What to work on: Which lines below contain the word "roads"? Copy each one.

Extracted data entries:
********
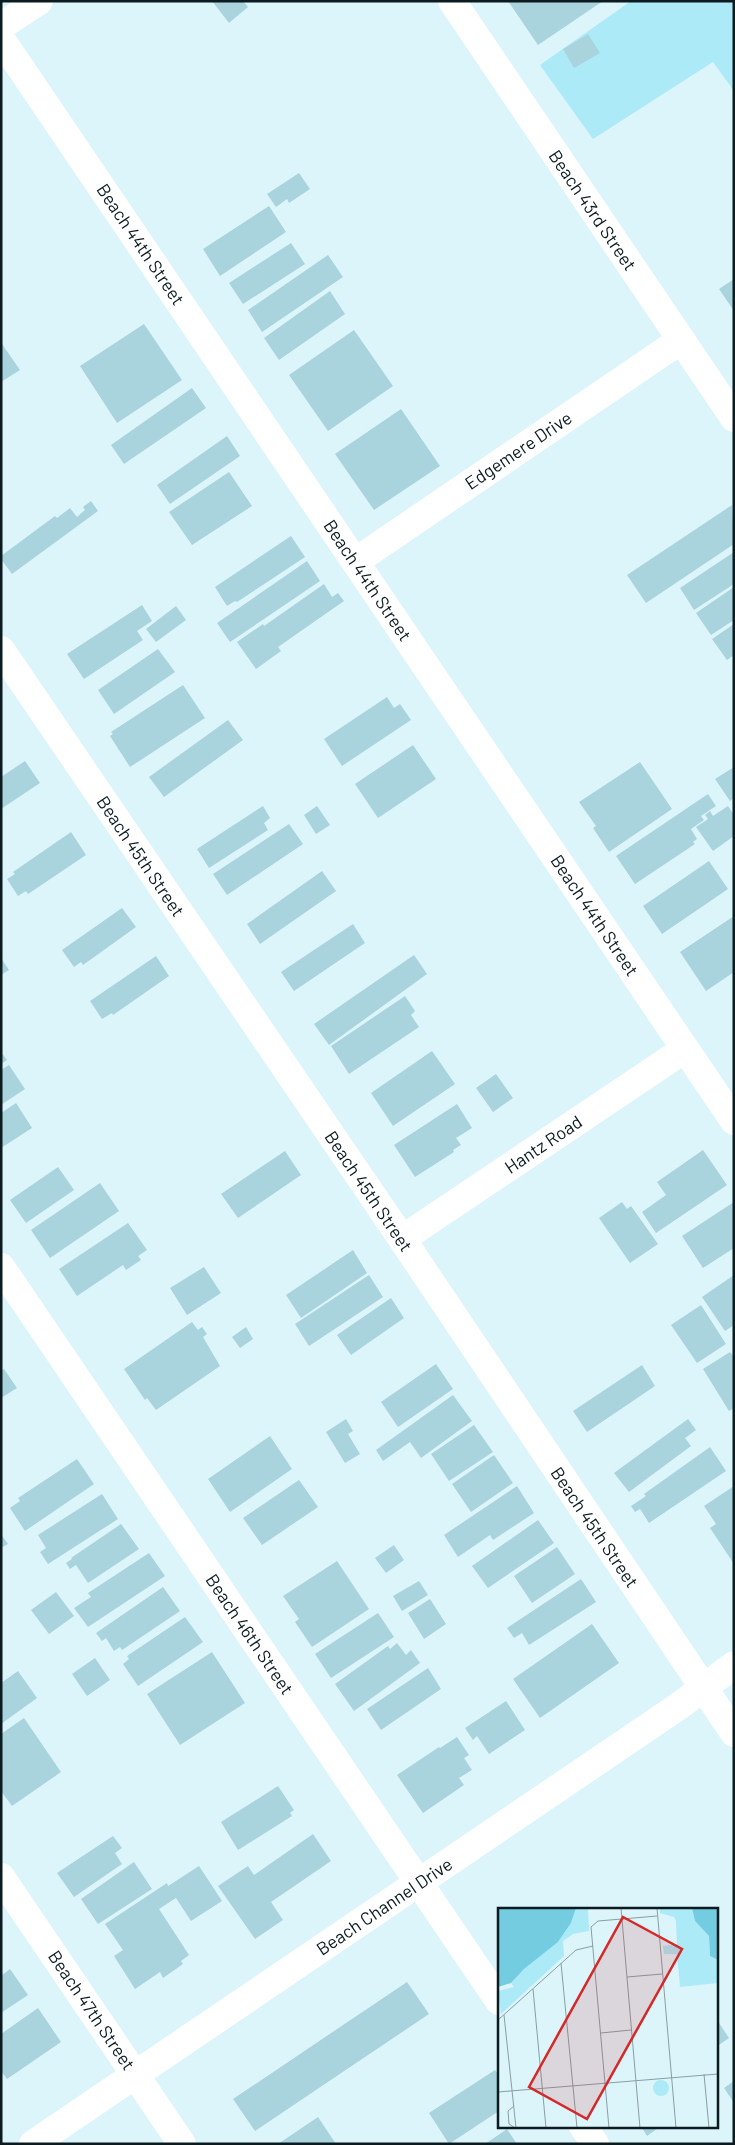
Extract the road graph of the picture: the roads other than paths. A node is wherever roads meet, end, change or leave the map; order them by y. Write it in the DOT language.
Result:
graph roads {
  1 [pos="39,1"];
  2 [pos="452,1"];
  3 [pos="1,26"];
  4 [pos="1,39"];
  5 [pos="681,340"];
  6 [pos="734,418"];
  7 [pos="356,561"];
  8 [pos="1,650"];
  9 [pos="685,1049"];
  10 [pos="734,1121"];
  11 [pos="402,1239"];
  12 [pos="1,1267"];
  13 [pos="734,1665"];
  14 [pos="703,1688"];
  15 [pos="734,1733"];
  16 [pos="1,1877"];
  17 [pos="418,1882"];
  18 [pos="498,2000"];
  19 [pos="135,2074"];
  20 [pos="584,2128"];
  21 [pos="32,2144"];
  22 [pos="182,2144"];
  23 [pos="595,2144"];
  1 -- 3 [label="street"];
  2 -- 5 [label="street, Beach 43rd Street"];
  4 -- 7 [label="street, Beach 44th Street"];
  5 -- 6 [label="street, Beach 43rd Street"];
  5 -- 7 [label="street, Edgemere Drive"];
  7 -- 9 [label="street, Beach 44th Street"];
  8 -- 11 [label="street, Beach 45th Street"];
  9 -- 10 [label="street, Beach 44th Street"];
  9 -- 11 [label="street, Hantz Road"];
  11 -- 14 [label="street, Beach 45th Street"];
  12 -- 17 [label="street, Beach 46th Street"];
  13 -- 14 [label="street, Beach Channel Drive"];
  14 -- 15 [label="street, Beach 45th Street"];
  14 -- 17 [label="street, Beach Channel Drive"];
  16 -- 19 [label="street, Beach 47th Street"];
  17 -- 18 [label="street, Beach 46th Street"];
  17 -- 19 [label="street, Beach Channel Drive"];
  19 -- 21 [label="street, Beach Channel Drive"];
  19 -- 22 [label="street, Beach 47th Street"];
  20 -- 23 [label="street"];
}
********
Answer to this task:
Extract the road graph of the picture: the roads other than paths. A node is wherever roads meet, end, change or leave the map; order them by y. Write it in the DOT language.
graph roads {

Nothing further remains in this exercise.